* Exercise *
Select the lines of the records containing the word "above" and list them.

* Input data *
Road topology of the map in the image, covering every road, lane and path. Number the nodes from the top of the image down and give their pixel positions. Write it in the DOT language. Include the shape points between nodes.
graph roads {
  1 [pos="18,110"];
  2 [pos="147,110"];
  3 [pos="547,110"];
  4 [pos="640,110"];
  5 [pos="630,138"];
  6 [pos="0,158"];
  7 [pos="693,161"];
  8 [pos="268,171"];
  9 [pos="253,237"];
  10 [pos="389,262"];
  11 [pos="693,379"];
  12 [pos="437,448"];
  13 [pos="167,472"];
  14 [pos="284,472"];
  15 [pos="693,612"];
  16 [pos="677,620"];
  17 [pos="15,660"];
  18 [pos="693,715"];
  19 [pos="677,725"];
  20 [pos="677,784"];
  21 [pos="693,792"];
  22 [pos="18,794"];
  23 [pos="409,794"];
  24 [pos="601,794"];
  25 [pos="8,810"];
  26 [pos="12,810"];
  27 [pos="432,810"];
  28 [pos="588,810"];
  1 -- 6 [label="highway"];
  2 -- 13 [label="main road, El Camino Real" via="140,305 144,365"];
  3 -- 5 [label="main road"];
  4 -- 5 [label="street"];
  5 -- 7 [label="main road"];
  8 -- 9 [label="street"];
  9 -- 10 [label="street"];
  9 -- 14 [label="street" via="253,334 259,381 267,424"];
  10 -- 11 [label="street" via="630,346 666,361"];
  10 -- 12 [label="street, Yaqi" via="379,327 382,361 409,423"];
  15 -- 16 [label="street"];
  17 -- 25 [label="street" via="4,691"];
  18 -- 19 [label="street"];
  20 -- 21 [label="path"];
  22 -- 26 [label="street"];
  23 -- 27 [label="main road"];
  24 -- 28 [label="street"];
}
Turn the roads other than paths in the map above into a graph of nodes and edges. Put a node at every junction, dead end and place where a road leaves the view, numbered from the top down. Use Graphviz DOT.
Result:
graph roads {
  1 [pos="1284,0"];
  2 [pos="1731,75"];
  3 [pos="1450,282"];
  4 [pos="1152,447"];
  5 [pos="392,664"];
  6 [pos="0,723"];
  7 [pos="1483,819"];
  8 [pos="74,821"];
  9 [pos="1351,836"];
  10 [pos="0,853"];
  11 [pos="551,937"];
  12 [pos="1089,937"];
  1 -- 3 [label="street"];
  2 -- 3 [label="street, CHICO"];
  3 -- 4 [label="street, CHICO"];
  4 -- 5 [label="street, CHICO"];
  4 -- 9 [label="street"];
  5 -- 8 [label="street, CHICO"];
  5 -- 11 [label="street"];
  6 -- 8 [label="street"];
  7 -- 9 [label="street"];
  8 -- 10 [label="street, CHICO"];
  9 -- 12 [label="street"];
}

* * *

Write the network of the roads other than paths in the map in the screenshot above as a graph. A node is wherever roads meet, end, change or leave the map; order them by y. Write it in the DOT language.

* Exercise output *
Turn the roads other than paths in the map above into a graph of nodes and edges. Put a node at every junction, dead end and place where a road leaves the view, numbered from the top down. Use Graphviz DOT.
Write the network of the roads other than paths in the map in the screenshot above as a graph. A node is wherever roads meet, end, change or leave the map; order them by y. Write it in the DOT language.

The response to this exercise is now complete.